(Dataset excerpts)
▼▼▼

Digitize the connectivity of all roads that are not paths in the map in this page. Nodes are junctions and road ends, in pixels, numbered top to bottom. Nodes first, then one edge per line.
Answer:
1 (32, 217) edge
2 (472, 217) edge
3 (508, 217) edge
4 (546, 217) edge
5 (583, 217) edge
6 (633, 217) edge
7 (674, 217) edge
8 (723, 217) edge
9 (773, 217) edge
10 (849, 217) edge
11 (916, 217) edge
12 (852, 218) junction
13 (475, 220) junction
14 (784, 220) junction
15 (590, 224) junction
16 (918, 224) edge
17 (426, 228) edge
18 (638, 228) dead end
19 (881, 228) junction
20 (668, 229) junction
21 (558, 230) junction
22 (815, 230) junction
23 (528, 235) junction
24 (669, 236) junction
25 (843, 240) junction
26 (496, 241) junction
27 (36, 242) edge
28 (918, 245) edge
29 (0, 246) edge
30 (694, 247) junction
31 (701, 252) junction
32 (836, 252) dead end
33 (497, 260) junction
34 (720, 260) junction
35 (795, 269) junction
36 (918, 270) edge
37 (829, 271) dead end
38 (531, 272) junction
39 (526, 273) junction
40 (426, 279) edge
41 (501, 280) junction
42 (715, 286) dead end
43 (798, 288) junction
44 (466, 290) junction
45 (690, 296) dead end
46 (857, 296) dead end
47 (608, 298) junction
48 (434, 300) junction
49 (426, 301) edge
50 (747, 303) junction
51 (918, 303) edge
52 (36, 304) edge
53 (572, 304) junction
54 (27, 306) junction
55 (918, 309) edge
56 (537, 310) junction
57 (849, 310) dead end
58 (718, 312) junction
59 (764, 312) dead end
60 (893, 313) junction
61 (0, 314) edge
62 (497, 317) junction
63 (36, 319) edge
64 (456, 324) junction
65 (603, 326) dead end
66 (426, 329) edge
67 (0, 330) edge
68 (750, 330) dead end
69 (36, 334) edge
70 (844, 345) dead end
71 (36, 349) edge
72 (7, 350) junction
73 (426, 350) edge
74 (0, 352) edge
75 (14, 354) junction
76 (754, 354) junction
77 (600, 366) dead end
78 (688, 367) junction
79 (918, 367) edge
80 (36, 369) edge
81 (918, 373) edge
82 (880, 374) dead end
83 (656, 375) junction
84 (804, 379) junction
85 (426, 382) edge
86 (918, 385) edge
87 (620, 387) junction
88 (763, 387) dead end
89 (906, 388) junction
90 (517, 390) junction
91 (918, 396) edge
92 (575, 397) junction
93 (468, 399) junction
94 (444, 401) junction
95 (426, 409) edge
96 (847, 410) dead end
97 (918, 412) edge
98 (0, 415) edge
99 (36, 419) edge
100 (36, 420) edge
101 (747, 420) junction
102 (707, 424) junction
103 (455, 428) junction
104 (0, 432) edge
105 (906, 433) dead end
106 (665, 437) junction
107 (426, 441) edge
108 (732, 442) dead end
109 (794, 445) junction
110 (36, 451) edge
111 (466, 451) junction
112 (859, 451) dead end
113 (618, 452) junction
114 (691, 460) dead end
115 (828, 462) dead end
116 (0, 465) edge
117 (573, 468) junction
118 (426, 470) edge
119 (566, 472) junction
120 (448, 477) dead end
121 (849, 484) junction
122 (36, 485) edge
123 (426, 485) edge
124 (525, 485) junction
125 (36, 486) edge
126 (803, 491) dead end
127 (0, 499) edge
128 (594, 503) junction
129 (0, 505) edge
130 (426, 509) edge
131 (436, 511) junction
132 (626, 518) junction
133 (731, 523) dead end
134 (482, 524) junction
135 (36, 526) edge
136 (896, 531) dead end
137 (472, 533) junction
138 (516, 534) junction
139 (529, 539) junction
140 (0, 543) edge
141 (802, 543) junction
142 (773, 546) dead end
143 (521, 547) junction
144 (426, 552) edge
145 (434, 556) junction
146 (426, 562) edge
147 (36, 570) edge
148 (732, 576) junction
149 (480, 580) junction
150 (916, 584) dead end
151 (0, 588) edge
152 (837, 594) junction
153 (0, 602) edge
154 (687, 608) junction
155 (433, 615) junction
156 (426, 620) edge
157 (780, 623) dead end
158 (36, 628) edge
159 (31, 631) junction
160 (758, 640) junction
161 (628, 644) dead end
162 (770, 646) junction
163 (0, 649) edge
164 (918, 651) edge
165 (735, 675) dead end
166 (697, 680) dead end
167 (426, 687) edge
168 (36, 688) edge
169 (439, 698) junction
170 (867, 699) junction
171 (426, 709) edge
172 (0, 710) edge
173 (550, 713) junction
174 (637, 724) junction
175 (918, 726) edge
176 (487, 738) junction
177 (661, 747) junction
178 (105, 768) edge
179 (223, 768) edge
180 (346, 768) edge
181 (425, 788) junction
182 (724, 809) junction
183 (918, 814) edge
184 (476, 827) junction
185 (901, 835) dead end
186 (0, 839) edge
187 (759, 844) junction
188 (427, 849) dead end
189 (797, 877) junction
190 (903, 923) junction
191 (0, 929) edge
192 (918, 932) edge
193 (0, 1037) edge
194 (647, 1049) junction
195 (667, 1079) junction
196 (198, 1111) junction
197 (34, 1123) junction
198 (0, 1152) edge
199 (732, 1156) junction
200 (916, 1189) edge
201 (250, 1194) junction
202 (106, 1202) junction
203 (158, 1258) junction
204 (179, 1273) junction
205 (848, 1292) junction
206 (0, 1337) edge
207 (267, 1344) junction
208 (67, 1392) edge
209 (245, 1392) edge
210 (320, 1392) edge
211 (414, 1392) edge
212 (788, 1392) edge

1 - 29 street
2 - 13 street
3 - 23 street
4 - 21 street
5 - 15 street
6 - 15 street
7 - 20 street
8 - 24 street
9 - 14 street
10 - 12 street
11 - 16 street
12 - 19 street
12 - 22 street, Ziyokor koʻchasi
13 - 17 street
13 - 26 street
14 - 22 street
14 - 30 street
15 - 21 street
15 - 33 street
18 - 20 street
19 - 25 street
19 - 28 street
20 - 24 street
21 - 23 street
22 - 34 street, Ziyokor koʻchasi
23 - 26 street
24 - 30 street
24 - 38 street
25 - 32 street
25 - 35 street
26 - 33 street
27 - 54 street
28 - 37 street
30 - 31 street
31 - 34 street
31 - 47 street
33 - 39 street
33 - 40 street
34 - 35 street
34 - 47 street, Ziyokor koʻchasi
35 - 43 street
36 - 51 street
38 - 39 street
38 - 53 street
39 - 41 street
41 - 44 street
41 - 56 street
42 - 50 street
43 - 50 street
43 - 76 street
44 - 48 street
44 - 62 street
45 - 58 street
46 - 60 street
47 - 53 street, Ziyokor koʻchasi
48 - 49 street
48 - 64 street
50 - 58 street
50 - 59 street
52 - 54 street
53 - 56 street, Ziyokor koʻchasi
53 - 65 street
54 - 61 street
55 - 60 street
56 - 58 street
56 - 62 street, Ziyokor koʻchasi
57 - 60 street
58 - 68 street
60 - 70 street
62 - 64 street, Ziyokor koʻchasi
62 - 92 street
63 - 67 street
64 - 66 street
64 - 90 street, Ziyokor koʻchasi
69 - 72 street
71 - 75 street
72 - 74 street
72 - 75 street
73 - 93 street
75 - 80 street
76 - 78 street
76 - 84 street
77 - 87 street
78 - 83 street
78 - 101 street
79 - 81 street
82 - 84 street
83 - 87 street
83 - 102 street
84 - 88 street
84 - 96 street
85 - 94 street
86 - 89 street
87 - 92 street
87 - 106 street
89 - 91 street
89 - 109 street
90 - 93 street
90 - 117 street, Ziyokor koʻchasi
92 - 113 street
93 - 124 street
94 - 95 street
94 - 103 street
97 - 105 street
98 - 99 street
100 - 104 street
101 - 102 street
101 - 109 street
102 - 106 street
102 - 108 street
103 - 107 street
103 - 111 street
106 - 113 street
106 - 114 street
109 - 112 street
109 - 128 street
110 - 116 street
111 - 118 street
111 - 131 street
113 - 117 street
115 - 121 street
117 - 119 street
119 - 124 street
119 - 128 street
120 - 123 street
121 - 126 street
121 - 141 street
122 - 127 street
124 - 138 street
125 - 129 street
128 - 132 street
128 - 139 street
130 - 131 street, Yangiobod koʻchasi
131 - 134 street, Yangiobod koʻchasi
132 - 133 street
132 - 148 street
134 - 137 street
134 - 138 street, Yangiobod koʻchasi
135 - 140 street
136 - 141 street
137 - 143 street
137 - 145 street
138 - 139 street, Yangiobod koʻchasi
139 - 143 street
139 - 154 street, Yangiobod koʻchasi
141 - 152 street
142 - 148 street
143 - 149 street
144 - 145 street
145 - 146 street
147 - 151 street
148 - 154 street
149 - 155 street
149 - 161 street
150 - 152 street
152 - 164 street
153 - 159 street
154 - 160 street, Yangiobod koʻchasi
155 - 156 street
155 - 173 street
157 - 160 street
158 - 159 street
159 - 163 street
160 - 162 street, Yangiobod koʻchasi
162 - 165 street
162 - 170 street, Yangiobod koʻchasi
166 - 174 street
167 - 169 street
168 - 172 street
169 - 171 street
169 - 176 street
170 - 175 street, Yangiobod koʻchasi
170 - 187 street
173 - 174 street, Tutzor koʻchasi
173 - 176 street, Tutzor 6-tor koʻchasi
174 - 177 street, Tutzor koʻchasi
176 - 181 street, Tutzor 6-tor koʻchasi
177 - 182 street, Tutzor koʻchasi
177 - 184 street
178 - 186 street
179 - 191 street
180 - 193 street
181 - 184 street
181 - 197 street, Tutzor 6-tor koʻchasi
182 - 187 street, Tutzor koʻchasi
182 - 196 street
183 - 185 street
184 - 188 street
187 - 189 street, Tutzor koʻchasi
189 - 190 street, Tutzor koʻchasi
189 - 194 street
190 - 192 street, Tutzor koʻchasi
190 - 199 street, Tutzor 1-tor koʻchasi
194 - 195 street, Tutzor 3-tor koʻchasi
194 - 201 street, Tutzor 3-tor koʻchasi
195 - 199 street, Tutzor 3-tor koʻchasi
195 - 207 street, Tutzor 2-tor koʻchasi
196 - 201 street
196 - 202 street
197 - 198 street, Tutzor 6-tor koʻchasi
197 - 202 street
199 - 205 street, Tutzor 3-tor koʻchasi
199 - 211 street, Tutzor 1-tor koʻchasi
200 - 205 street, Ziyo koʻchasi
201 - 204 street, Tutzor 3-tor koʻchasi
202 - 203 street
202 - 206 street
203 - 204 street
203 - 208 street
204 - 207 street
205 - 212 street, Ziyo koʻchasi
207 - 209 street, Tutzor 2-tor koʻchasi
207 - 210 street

▲▲▲

*Your objective*: Where does the word "Yangiobod" occur in the data? Copy every line that has it.

*Your solution*:
130 - 131 street, Yangiobod koʻchasi
131 - 134 street, Yangiobod koʻchasi
134 - 138 street, Yangiobod koʻchasi
138 - 139 street, Yangiobod koʻchasi
139 - 154 street, Yangiobod koʻchasi
154 - 160 street, Yangiobod koʻchasi
160 - 162 street, Yangiobod koʻchasi
162 - 170 street, Yangiobod koʻchasi
170 - 175 street, Yangiobod koʻchasi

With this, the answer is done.